_Given records_:
.....

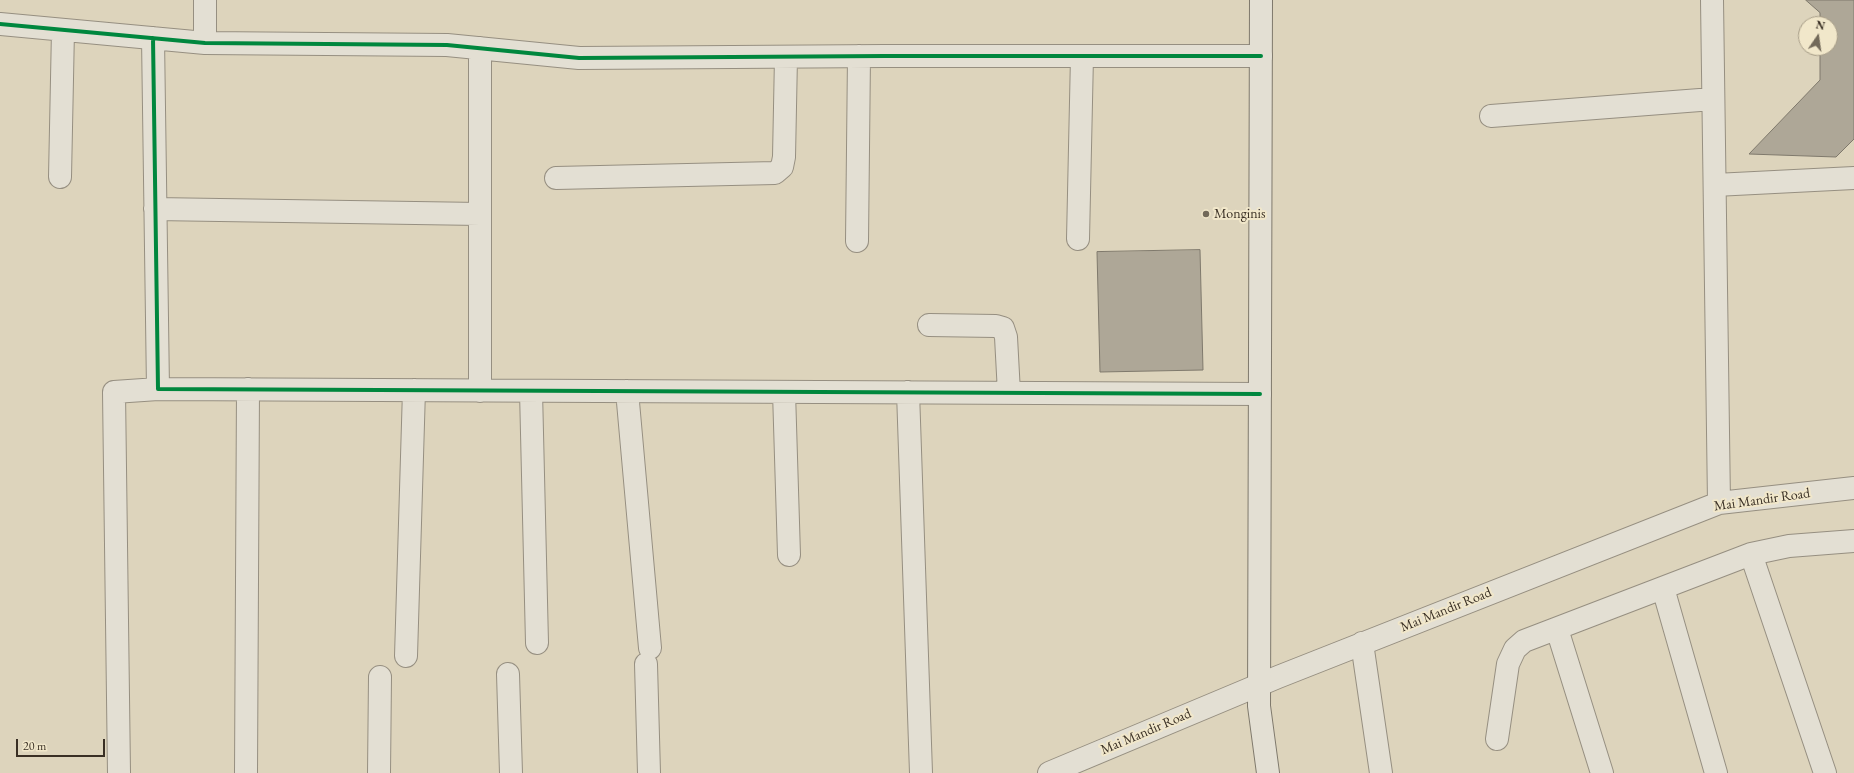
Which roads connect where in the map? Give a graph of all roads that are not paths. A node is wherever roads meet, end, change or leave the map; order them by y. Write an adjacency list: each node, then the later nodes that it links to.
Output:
1 (205, 0): 7 (street)
2 (1261, 0): 12 (street)
3 (1712, 0): 13 (street)
4 (0, 24): 5 (street)
5 (63, 30): 6 (street); 15 (street)
6 (153, 38): 7 (street); 19 (street)
7 (205, 43): 8 (street)
8 (480, 48): 9 (street); 20 (street)
9 (786, 56): 10 (street); 16 (street)
10 (859, 56): 11 (street); 22 (street)
11 (1082, 56): 12 (street); 21 (street)
12 (1261, 56): 33 (street)
13 (1713, 99): 14 (street); 18 (street)
14 (1492, 116)
15 (60, 177)
16 (556, 178)
17 (1854, 178): 18 (street)
18 (1714, 185): 35 (street)
19 (155, 208): 20 (street); 24 (street)
20 (480, 214): 27 (street)
21 (1078, 239)
22 (857, 241)
23 (928, 325): 32 (street)
24 (158, 389): 25 (street); 48 (street)
25 (248, 389): 26 (street); 49 (street)
26 (414, 390): 27 (street); 43 (street)
27 (480, 391): 28 (street)
28 (530, 391): 29 (street); 41 (street)
29 (627, 391): 30 (street); 52 (street)
30 (784, 392): 31 (street); 38 (street)
31 (908, 392): 32 (street); 53 (street)
32 (1009, 393): 33 (street)
33 (1260, 394): 46 (street)
34 (1854, 488): 35 (street, Mai Mandir Road)
35 (1719, 503): 42 (street, Mai Mandir Road)
36 (1854, 541): 37 (street)
37 (1751, 554): 39 (street); 59 (street)
38 (789, 555)
39 (1663, 588): 40 (street); 58 (street)
40 (1557, 629): 47 (street); 57 (street)
41 (537, 643)
42 (1362, 643): 46 (street, Mai Mandir Road); 56 (street)
43 (406, 656)
44 (508, 674): 51 (street)
45 (380, 677): 50 (street)
46 (1260, 684): 54 (street, Mai Mandir Road); 55 (street)
47 (1497, 739)
48 (119, 773)
49 (246, 773)
50 (379, 773)
51 (511, 773)
52 (649, 773)
53 (921, 773)
54 (1049, 773)
55 (1268, 773)
56 (1381, 773)
57 (1602, 773)
58 (1716, 773)
59 (1825, 773)

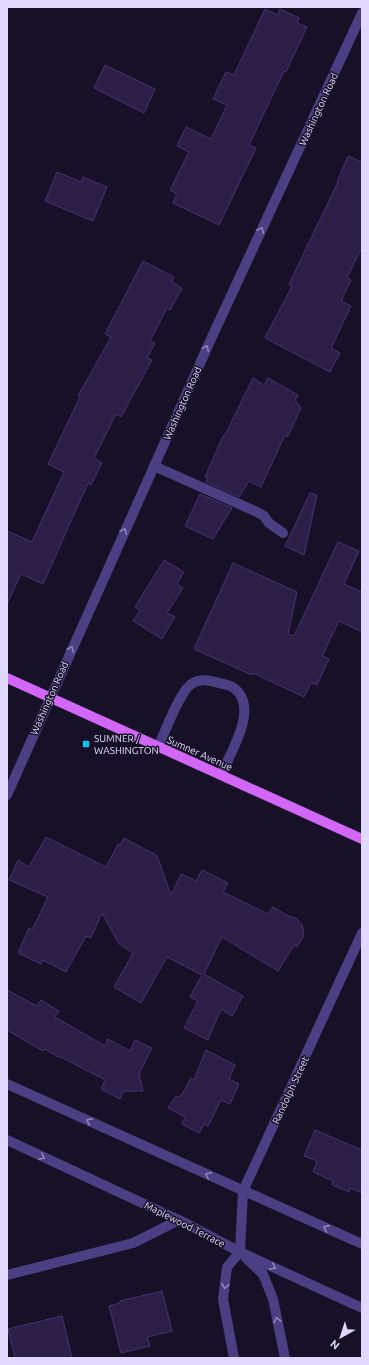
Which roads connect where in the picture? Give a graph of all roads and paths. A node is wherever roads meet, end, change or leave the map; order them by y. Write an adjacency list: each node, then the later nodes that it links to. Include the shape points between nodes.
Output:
1 (362, 13): 2 (street, Washington Road, one-way to 1)
2 (154, 466): 3 (street, via 257,512); 5 (street, Washington Road, one-way to 2)
3 (283, 532)
4 (7, 678): 5 (main road, Sumner Avenue)
5 (49, 698): 6 (main road, Sumner Avenue); 8 (street, Washington Road)
6 (158, 747): 7 (main road, Sumner Avenue); 7 (street, via 184,692 191,684 209,680 234,688 245,709 243,725)
7 (221, 775): 9 (main road, Sumner Avenue)
8 (7, 795)
9 (362, 839)
10 (362, 933): 13 (street, Randolph Street)
11 (7, 1084): 13 (street, one-way to 11)
12 (7, 1140): 14 (street, Maplewood Terrace, one-way to 14)
13 (243, 1191): 15 (street, one-way to 13); 16 (street, Randolph Street)
14 (179, 1220): 16 (street, Maplewood Terrace); 17 (street, via 133,1243)
15 (362, 1244)
16 (240, 1252): 18 (street, Maplewood Terrace, one-way to 18); 19 (street, one-way to 19, via 228,1268 223,1299); 20 (street, one-way to 16, via 273,1299 263,1274)
17 (7, 1275)
18 (362, 1308)
19 (234, 1358)
20 (285, 1358)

.....

_Exercise goal_:
Would you mind repeating the records above exactly, without the pictures?

_Solved exercise_:
Which roads connect where in the map? Give a graph of all roads that are not paths. A node is wherever roads meet, end, change or leave the map; order them by y. Write an adjacency list: each node, then the later nodes that it links to.
Output:
1 (205, 0): 7 (street)
2 (1261, 0): 12 (street)
3 (1712, 0): 13 (street)
4 (0, 24): 5 (street)
5 (63, 30): 6 (street); 15 (street)
6 (153, 38): 7 (street); 19 (street)
7 (205, 43): 8 (street)
8 (480, 48): 9 (street); 20 (street)
9 (786, 56): 10 (street); 16 (street)
10 (859, 56): 11 (street); 22 (street)
11 (1082, 56): 12 (street); 21 (street)
12 (1261, 56): 33 (street)
13 (1713, 99): 14 (street); 18 (street)
14 (1492, 116)
15 (60, 177)
16 (556, 178)
17 (1854, 178): 18 (street)
18 (1714, 185): 35 (street)
19 (155, 208): 20 (street); 24 (street)
20 (480, 214): 27 (street)
21 (1078, 239)
22 (857, 241)
23 (928, 325): 32 (street)
24 (158, 389): 25 (street); 48 (street)
25 (248, 389): 26 (street); 49 (street)
26 (414, 390): 27 (street); 43 (street)
27 (480, 391): 28 (street)
28 (530, 391): 29 (street); 41 (street)
29 (627, 391): 30 (street); 52 (street)
30 (784, 392): 31 (street); 38 (street)
31 (908, 392): 32 (street); 53 (street)
32 (1009, 393): 33 (street)
33 (1260, 394): 46 (street)
34 (1854, 488): 35 (street, Mai Mandir Road)
35 (1719, 503): 42 (street, Mai Mandir Road)
36 (1854, 541): 37 (street)
37 (1751, 554): 39 (street); 59 (street)
38 (789, 555)
39 (1663, 588): 40 (street); 58 (street)
40 (1557, 629): 47 (street); 57 (street)
41 (537, 643)
42 (1362, 643): 46 (street, Mai Mandir Road); 56 (street)
43 (406, 656)
44 (508, 674): 51 (street)
45 (380, 677): 50 (street)
46 (1260, 684): 54 (street, Mai Mandir Road); 55 (street)
47 (1497, 739)
48 (119, 773)
49 (246, 773)
50 (379, 773)
51 (511, 773)
52 (649, 773)
53 (921, 773)
54 (1049, 773)
55 (1268, 773)
56 (1381, 773)
57 (1602, 773)
58 (1716, 773)
59 (1825, 773)

Which roads connect where in the picture? Give a graph of all roads and paths. A node is wherever roads meet, end, change or leave the map; order them by y. Write an adjacency list: each node, then the later nodes that it links to. Include the shape points between nodes.
Output:
1 (362, 13): 2 (street, Washington Road, one-way to 1)
2 (154, 466): 3 (street, via 257,512); 5 (street, Washington Road, one-way to 2)
3 (283, 532)
4 (7, 678): 5 (main road, Sumner Avenue)
5 (49, 698): 6 (main road, Sumner Avenue); 8 (street, Washington Road)
6 (158, 747): 7 (main road, Sumner Avenue); 7 (street, via 184,692 191,684 209,680 234,688 245,709 243,725)
7 (221, 775): 9 (main road, Sumner Avenue)
8 (7, 795)
9 (362, 839)
10 (362, 933): 13 (street, Randolph Street)
11 (7, 1084): 13 (street, one-way to 11)
12 (7, 1140): 14 (street, Maplewood Terrace, one-way to 14)
13 (243, 1191): 15 (street, one-way to 13); 16 (street, Randolph Street)
14 (179, 1220): 16 (street, Maplewood Terrace); 17 (street, via 133,1243)
15 (362, 1244)
16 (240, 1252): 18 (street, Maplewood Terrace, one-way to 18); 19 (street, one-way to 19, via 228,1268 223,1299); 20 (street, one-way to 16, via 273,1299 263,1274)
17 (7, 1275)
18 (362, 1308)
19 (234, 1358)
20 (285, 1358)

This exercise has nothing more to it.